Sure, but even if string.Contains() appears in the query if there's no code that gets MethodInfo for it that the trimmer can see then when you try to look it up in a NativeAOT-compiled app it will return null.

roji commented 2 months ago

@AndriySvyryd I'm not 100% sure about all this, but here's a quick test:

// Expression<Func<int, int>> expr = i => Foo.SomeMethod(i);

Reflect("Foo");

[UnconditionalSuppressMessage("AssemblyLoadTrimming", "IL2026:RequiresUnreferencedCode")]
[UnconditionalSuppressMessage("AssemblyLoadTrimming", "IL2075")]
void Reflect(string typeName)
{
    var type = Assembly.GetExecutingAssembly().GetType(typeName);
    if (type is null)
    {
        throw new Exception($"Type {typeName} not found");
    }

    var method = type.GetMethods().FirstOrDefault(m => m.Name == "SomeMethod");
    if (method is null)
    {
        throw new Exception("Method not found");
    }

    method.Invoke(null, [8]);
}

class Foo
{
    public static int SomeMethod(int i)
    {
        Console.WriteLine("SomeMethod invoked: " + i);
        return i * 2;
    }
}

Reflect() is an "unsafe" (suppressed) method that looks up and invokes some method in a way that the linker can't see (and so doesn't cause, by itself, the MethodInfo or method code to get preserved). If you run the program as-is, it predictably fails with "Type Foo not found", since nothing references Foo and so it's trimmed.
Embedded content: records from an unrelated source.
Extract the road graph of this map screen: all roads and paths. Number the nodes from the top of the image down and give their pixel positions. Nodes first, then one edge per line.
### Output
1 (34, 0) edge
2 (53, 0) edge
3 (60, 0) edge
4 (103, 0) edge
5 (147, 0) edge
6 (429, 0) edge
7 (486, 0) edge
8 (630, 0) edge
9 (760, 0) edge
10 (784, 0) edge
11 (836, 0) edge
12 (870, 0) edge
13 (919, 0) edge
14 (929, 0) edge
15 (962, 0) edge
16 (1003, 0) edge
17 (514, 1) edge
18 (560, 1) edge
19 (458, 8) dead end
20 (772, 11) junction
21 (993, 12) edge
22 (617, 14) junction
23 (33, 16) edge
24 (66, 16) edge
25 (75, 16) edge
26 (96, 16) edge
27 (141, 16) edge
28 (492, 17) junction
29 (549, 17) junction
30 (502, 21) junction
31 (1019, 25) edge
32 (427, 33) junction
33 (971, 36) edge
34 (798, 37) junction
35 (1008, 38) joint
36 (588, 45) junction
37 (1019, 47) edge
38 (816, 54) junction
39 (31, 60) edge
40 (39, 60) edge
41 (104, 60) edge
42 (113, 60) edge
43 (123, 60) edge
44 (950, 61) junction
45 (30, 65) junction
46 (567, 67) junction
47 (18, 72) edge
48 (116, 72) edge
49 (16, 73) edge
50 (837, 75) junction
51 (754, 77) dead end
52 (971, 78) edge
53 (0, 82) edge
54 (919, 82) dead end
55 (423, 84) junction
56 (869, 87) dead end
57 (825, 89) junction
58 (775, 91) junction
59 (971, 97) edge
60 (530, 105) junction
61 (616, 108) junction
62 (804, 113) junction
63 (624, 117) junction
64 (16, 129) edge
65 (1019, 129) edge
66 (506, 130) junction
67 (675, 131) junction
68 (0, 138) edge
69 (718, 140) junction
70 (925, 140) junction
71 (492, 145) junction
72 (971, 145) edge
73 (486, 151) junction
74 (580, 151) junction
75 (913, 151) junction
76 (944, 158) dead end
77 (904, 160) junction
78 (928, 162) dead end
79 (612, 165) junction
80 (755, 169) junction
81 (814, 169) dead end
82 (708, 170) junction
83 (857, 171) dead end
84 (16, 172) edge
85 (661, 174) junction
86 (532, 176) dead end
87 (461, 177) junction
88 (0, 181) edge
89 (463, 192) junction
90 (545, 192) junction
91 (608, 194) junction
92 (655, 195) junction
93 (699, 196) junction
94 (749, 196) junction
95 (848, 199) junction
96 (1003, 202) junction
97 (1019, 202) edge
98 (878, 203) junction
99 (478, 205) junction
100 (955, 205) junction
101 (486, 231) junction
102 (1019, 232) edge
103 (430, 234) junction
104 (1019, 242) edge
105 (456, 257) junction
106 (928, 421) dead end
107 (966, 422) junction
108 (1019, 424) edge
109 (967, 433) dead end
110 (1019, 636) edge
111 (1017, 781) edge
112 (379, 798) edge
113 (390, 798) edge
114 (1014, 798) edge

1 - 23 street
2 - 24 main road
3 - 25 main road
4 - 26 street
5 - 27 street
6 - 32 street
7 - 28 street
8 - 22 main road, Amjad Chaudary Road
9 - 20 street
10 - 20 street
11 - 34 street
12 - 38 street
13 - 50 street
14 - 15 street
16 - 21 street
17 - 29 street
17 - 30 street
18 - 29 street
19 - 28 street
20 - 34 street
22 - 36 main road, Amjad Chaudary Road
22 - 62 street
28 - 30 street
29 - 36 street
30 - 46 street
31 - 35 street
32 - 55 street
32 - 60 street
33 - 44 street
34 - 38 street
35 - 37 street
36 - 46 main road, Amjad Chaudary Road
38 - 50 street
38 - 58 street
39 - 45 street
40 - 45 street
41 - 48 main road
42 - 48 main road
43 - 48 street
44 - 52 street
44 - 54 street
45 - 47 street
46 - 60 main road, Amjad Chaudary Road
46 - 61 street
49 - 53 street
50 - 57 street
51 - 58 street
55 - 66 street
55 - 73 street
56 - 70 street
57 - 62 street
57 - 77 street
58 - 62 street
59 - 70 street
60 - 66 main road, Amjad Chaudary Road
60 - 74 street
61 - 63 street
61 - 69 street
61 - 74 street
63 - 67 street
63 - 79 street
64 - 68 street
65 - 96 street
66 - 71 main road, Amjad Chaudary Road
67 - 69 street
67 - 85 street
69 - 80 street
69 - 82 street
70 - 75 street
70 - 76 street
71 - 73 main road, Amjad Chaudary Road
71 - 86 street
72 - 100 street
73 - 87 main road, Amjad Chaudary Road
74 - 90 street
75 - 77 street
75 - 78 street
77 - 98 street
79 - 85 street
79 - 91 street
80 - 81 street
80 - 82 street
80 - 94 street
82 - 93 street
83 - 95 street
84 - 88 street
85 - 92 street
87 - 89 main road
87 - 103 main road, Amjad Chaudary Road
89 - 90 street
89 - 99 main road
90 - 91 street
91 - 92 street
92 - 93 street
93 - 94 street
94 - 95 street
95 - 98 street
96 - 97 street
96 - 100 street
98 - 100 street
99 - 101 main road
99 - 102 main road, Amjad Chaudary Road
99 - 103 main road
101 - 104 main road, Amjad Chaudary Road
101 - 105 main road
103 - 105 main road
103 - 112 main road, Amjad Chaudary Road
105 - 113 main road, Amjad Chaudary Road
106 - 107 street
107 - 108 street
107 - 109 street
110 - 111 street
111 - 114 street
The moment you uncomment the first line, the program starts working correctly. In other words, AFAICT merely referencing some method/type inside an expression tree makes its Type, MethodInfo and even code get preserved (otherwise that expression tree would be totally invalid).

So I think all this means that we should strive to not get translatable methods preserved in the query pipeline, and simply match by examining the incoming MethodInfos from the tree, without referencing any MethodInfos ourselves (since that would cause them to get preserved). If the user includes some method in some expression tree, it will get preserved and everything works; otherwise, it gets trimmed out and everything also works.

Does this make sense, do you think I'm missing something?

(BTW we could even go a step further and refrain from referencing types in the query pipelines, not just MethodInfos/MemberInfos. In other words, we could pattern match by the type's fully-qualified name, plus an assembly check - this would avoid preserving the Type as well when it's not needed.)